More threads by heatherly

heatherly

Member
I feel so inapt in dealing with some friendship issues, so I hope to get some help with this one and not turn my friendship (?) if I have one into no friendship.

When my husband and I lived in another State I had what I felt was a great friendship with this woman. We went places together, etc. When we moved she cried and said that she knew I would keep in contact, which I have, but she seldom calls, so it is a one way street here. I can always remember her telling me that when she doesn't want someone for a friend she just quietly moves away from them. Her other two friends have complained and given up on her because of her lack of response to their emails to her after they moved away.

The situation is that we have exchanged gifts on Christmas and birthday over the past 6 years after my moving, and she would write a short note in them. In six years she may have called me 3 times. Well, this year I wrote her a nice long letter in June, no response. My birthday came in August, and I got a mail order gift, no note. I have left messages on her phone, no call, not that I expected it. I called last night and her husband said that they were canning corn, and then said, I will tell her and she MAY call you back. The MAY got to me, but everything is getting to me about this so-called friendship. Christmas is coming, and I think maybe it is time to stop the gift giving and for my to stop calling her, but I want a graceful way out of this instead of getting angry like I have with others in the past. Someone in my growing up, I never learned how to gracefully get out of anything.

If I called her I wouldn't know how to ask her point blank and wouldn't expect an honest answer anyway. I remember one time she called and said, "I bet you think I forgot about you!" I just laughed.

Any suggestions would be grateful. I don't want to hurt her feelings, and if I am wrong then I don't want to upset the apple cart.
 

rdw

MVP, Forum Supporter
MVP
Why not wait for her to make the next move? If she is interested in maintaining the friendship she will and if not she won't. It is impossible to maintain a one way relationship with anyone -it becomes frustrating and hurtful.
 

heatherly

Member
Yes, it is hurtful, and I agree with you totally. I guess I also just don't know what to do about gift giving at Christmas. Wait and see if she sends something and send something back? I just don't want her to give gifts is she really doesn't want to. I would love to get out of it gracefully and her birthday in is January.
 

rdw

MVP, Forum Supporter
MVP
Why not suggest giving a donation in her name to a favourite charity? You are helping a good cause, you don't have to worry about shopping and she can respond in kind or not.
 

Retired

Member
Today's society is more mobile and transient than had been seen in the past where people tended to live their entire life in their place of birth.

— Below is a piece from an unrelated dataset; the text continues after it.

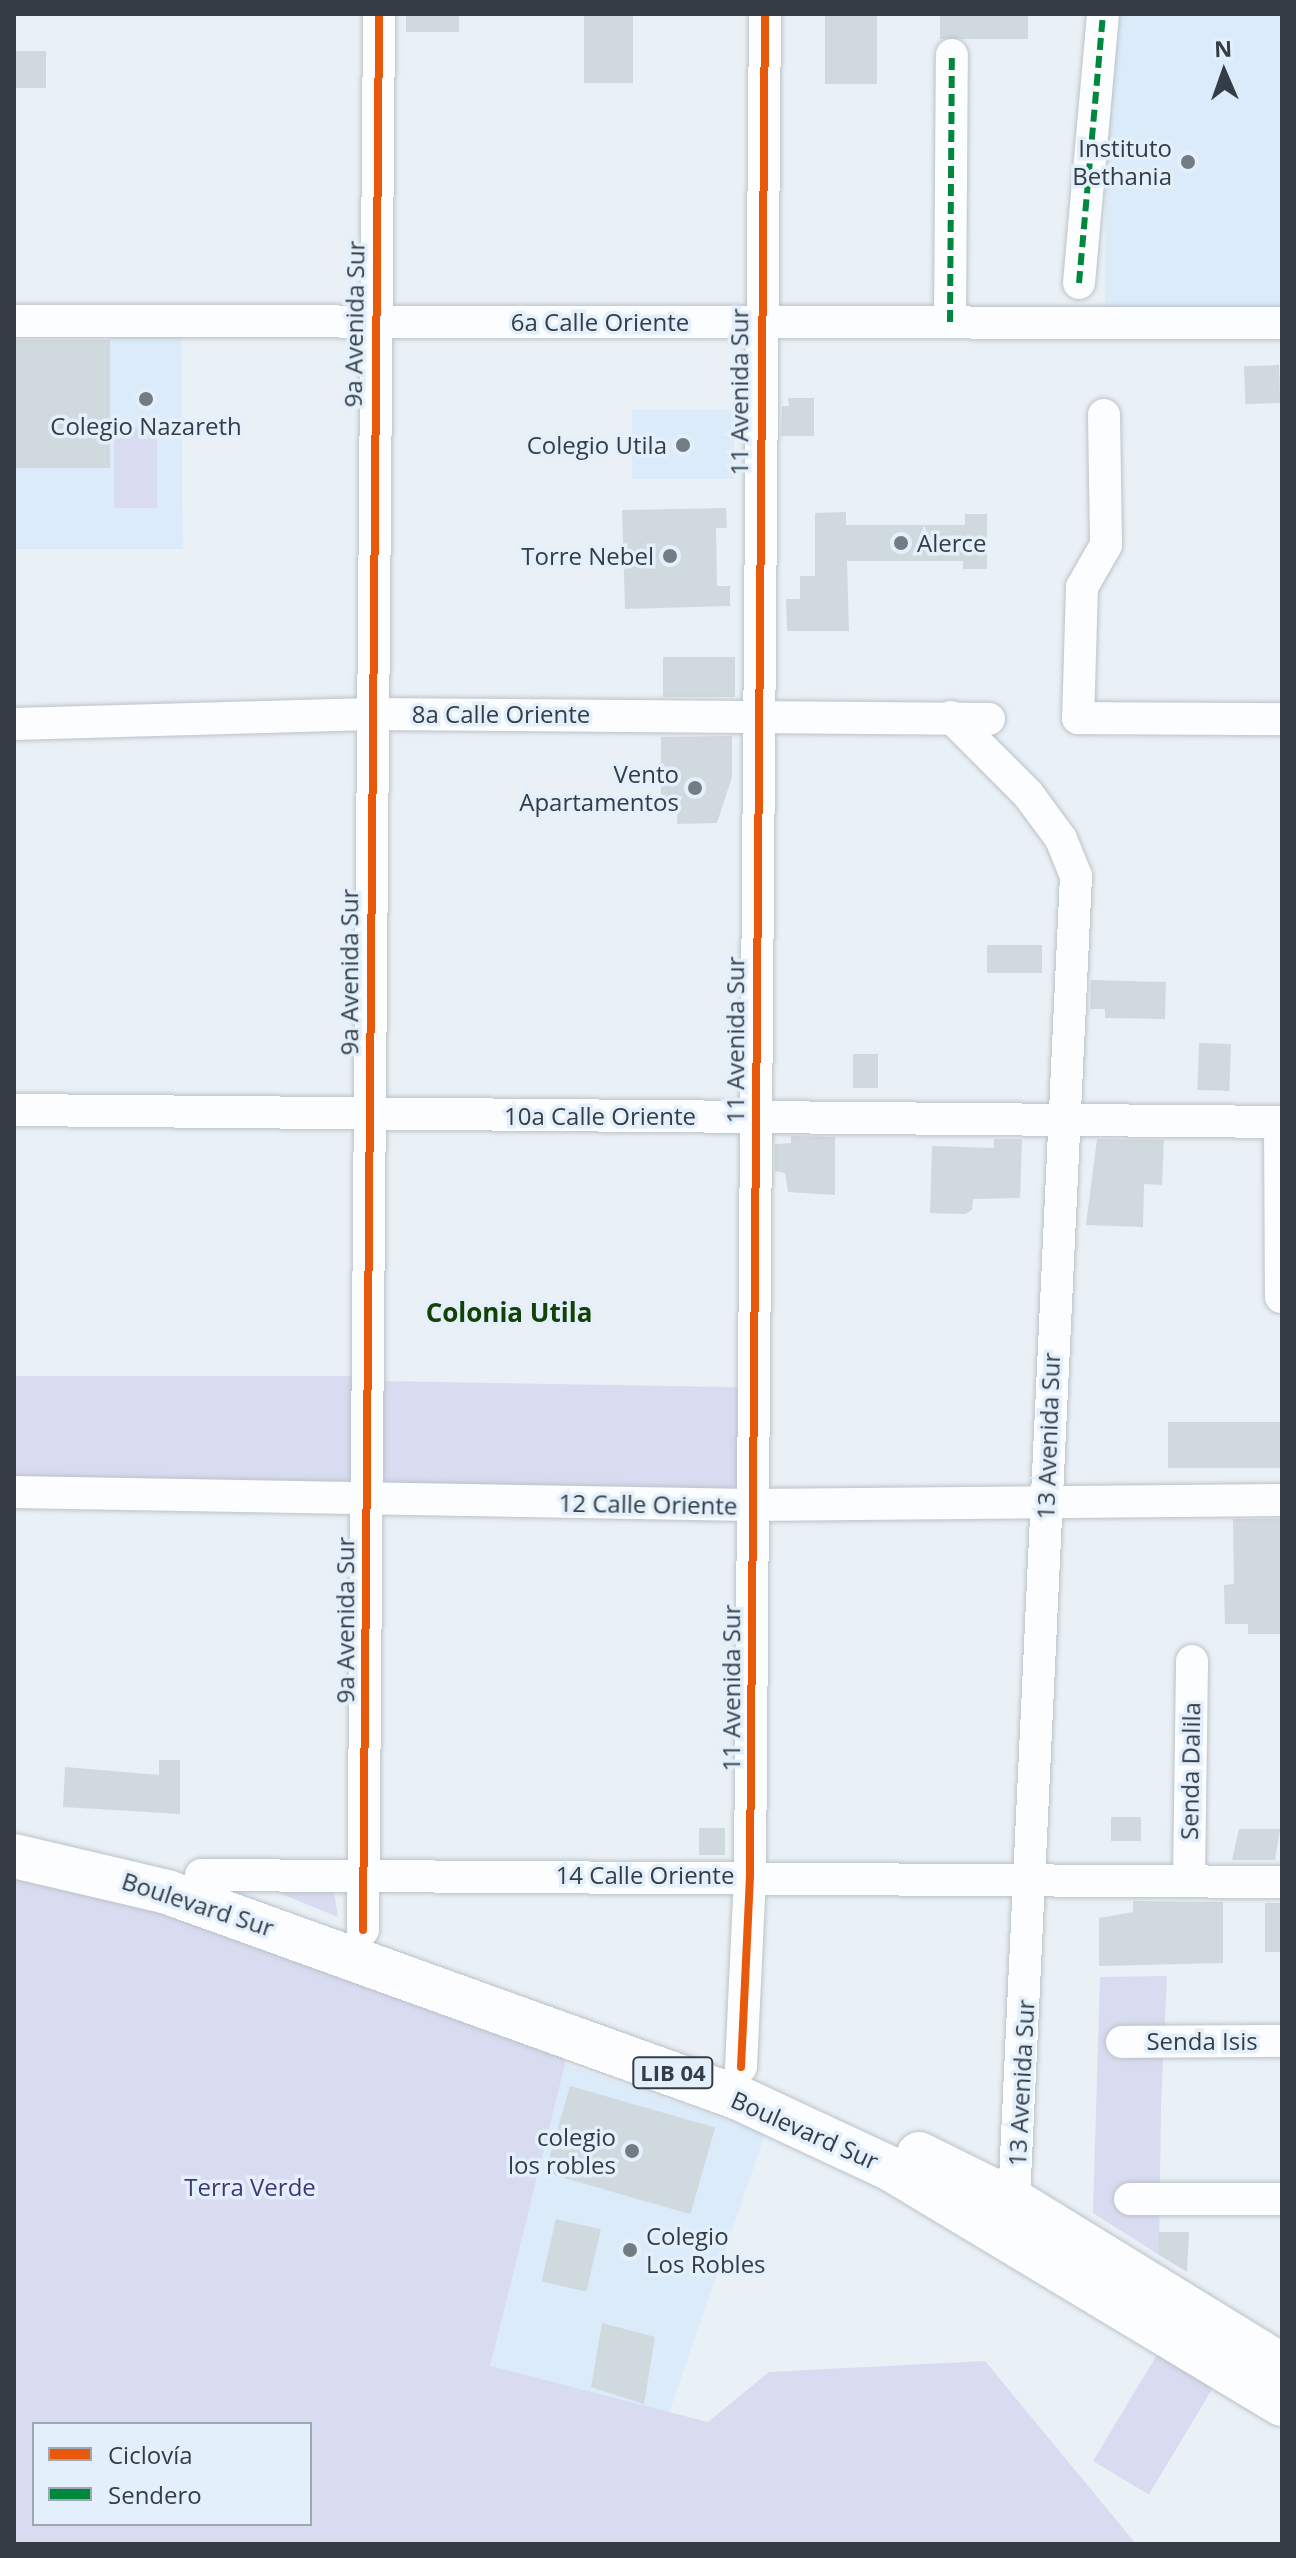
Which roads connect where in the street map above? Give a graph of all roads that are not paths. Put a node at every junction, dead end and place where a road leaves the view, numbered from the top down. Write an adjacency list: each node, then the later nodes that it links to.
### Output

I think some people have difficulty maintaining long distance relationships. Perhaps when you moved away, this lady feels she lost the link of commonality with you and is having difficulty readjusting her focus on you as the person who happens to live somewhere else rather than the person who happened to be living in the same place as her.

As has been suggested, try communicating with her and tell her you are still the good friend you had been when you were physically present, but now you can be the same good friend, but at a distance.

Using internet technology, you could use Skype for face to face encounters and email for frequent message exchanges.

However, be prepared for the possibility this person is just not capable of maintaining a long distance relationship and you might have to be satisfied with the pleasure you once shared together, and just enjoy the good memories.
 

heatherly

Member
Hi Steve, Thanks for the information. I believe she can't maintain long distant relationships since she dumped two of her friends when she moved, and I have been the one hanging on.